How to complete this task
For each line below with the word "path", write out a copy.

Data to process

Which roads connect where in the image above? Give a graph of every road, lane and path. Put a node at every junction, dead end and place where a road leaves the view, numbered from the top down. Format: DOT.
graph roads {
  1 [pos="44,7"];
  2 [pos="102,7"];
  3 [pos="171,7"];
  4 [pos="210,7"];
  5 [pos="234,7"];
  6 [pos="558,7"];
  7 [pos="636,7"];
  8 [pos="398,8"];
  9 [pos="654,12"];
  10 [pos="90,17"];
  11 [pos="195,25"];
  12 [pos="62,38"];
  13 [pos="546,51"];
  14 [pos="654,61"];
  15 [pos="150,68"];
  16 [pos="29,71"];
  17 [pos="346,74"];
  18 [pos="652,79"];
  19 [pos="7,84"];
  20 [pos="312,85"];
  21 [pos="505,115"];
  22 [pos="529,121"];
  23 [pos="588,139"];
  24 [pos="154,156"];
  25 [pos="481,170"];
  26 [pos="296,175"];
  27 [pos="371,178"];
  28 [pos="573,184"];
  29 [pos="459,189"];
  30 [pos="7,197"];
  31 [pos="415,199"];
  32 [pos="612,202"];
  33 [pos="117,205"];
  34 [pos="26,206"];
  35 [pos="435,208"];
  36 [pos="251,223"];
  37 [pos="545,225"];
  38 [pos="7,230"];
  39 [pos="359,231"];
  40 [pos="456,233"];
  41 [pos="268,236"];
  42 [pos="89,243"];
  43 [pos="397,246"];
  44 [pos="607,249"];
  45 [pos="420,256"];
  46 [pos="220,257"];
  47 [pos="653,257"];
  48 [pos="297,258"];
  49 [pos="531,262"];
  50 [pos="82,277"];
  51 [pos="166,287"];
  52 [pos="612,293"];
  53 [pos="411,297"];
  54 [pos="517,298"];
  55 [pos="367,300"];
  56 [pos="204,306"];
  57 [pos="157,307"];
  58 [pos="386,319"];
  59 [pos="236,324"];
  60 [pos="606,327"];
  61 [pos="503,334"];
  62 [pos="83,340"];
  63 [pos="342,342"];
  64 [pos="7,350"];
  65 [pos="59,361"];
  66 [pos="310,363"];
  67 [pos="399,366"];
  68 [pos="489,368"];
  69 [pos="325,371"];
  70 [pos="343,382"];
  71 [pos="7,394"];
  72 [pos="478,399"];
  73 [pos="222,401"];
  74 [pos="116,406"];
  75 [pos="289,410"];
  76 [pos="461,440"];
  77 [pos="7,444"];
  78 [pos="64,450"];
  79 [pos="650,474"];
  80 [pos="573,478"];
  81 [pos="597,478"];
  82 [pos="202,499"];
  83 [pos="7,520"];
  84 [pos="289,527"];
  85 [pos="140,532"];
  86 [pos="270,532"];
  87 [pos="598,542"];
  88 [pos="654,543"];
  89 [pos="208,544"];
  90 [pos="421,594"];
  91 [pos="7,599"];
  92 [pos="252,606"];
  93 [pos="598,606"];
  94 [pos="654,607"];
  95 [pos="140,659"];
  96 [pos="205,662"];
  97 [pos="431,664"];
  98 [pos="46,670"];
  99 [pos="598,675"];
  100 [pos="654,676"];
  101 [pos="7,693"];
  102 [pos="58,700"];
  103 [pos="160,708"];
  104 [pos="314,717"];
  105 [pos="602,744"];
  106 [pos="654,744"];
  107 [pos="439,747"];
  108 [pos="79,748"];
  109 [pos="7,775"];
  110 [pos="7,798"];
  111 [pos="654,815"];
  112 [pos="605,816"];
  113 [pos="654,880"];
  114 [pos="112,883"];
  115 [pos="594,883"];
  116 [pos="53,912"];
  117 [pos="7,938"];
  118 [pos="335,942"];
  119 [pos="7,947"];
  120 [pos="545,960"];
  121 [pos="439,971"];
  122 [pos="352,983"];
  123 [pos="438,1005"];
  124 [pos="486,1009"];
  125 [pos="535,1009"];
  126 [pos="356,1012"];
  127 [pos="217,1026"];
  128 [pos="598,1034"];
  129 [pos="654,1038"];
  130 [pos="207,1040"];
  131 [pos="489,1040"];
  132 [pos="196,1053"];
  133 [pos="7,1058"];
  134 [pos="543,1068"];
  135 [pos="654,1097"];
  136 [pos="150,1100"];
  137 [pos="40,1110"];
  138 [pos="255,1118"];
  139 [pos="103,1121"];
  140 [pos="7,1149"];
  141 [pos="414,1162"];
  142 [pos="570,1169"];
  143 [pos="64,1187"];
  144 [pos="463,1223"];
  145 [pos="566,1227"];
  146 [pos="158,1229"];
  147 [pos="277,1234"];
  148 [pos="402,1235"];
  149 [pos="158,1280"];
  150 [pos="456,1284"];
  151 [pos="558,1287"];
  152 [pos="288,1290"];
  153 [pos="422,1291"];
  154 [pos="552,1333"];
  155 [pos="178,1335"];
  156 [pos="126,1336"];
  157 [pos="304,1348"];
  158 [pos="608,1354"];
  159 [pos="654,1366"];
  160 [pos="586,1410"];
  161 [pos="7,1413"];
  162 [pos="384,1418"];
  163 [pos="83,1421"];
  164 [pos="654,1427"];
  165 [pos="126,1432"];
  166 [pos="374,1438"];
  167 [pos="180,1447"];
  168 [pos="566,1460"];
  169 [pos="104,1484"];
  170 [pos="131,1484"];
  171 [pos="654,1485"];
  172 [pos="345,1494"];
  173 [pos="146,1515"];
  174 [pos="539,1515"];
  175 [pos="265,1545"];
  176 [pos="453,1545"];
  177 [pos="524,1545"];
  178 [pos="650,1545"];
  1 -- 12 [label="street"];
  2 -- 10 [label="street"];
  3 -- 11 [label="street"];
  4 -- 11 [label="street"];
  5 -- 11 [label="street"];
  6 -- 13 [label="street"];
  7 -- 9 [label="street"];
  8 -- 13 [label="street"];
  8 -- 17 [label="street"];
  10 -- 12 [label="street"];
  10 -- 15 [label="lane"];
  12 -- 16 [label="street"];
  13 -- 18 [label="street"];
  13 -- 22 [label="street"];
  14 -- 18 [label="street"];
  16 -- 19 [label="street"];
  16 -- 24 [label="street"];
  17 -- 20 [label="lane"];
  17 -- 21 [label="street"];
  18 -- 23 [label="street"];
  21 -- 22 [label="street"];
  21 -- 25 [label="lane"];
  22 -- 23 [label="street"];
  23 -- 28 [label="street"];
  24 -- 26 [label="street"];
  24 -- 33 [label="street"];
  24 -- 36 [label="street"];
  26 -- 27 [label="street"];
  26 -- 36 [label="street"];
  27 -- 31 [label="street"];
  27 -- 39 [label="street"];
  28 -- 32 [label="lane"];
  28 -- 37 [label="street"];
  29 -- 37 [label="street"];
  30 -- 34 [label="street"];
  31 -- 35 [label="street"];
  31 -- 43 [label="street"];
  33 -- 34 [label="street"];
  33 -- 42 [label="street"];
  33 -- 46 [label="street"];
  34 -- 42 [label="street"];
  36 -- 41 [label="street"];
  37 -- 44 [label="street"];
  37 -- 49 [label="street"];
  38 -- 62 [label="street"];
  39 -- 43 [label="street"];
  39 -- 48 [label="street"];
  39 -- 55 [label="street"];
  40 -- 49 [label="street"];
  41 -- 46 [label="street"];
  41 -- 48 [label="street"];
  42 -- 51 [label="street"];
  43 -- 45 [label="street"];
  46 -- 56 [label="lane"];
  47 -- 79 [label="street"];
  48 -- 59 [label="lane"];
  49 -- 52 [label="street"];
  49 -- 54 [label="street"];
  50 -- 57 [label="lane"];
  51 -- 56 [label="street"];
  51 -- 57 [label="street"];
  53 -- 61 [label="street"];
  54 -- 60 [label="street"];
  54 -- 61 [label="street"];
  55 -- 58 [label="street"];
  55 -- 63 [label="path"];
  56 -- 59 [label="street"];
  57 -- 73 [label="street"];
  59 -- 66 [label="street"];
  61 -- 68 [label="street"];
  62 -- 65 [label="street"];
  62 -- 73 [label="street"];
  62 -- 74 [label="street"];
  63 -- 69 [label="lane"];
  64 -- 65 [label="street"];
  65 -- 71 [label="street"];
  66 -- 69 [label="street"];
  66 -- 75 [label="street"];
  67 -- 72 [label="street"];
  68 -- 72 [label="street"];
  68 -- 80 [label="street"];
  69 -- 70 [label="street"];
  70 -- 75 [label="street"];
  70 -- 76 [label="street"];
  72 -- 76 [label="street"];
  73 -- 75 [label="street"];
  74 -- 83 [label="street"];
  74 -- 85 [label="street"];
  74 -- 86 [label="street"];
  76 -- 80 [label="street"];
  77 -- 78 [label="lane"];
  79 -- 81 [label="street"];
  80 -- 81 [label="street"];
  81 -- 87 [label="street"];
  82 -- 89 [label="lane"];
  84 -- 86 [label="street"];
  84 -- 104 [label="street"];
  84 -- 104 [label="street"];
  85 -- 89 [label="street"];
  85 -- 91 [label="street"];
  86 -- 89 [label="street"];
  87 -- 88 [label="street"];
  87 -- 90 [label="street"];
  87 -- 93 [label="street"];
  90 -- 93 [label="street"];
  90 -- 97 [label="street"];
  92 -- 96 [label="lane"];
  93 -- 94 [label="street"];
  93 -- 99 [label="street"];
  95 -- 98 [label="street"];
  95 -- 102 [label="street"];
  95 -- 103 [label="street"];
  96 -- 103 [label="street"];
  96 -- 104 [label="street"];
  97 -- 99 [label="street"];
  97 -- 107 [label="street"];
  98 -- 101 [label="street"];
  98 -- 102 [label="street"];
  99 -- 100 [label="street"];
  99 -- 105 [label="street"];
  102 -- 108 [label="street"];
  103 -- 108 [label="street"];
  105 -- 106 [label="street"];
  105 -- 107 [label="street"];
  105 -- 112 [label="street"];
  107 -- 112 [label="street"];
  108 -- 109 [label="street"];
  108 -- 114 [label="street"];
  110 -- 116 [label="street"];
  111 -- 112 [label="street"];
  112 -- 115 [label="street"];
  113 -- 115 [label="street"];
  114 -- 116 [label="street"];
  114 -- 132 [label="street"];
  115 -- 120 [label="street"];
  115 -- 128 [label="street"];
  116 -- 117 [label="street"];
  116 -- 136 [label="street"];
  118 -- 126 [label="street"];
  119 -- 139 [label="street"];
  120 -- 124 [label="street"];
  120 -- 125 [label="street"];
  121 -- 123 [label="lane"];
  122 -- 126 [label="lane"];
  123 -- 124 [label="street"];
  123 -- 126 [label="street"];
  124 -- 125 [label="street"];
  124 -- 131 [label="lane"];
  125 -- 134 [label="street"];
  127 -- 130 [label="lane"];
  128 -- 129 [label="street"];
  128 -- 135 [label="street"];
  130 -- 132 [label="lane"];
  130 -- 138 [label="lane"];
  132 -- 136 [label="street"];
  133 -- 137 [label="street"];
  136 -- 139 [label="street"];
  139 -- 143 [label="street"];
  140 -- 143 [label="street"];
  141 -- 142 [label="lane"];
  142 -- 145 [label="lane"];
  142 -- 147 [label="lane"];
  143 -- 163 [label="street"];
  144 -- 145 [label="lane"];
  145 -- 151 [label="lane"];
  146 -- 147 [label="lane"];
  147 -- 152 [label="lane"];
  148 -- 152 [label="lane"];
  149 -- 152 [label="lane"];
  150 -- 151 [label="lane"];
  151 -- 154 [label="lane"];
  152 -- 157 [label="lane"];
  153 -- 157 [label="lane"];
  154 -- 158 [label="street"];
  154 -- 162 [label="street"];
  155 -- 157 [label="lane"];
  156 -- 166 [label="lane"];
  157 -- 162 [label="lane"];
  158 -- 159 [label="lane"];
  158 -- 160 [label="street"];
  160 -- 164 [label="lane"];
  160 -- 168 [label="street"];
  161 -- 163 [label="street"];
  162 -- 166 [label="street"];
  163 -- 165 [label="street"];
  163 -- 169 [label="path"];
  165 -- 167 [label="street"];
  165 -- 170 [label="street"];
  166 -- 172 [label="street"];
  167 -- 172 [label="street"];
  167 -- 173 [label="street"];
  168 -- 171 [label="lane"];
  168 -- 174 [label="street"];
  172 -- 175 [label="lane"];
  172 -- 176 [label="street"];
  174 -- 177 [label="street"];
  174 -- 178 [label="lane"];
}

Exercise response
Which roads connect where in the image above? Give a graph of every road, lane and path. Put a node at every junction, dead end and place where a road leaves the view, numbered from the top down. Format: DOT.
  55 -- 63 [label="path"];
  163 -- 169 [label="path"];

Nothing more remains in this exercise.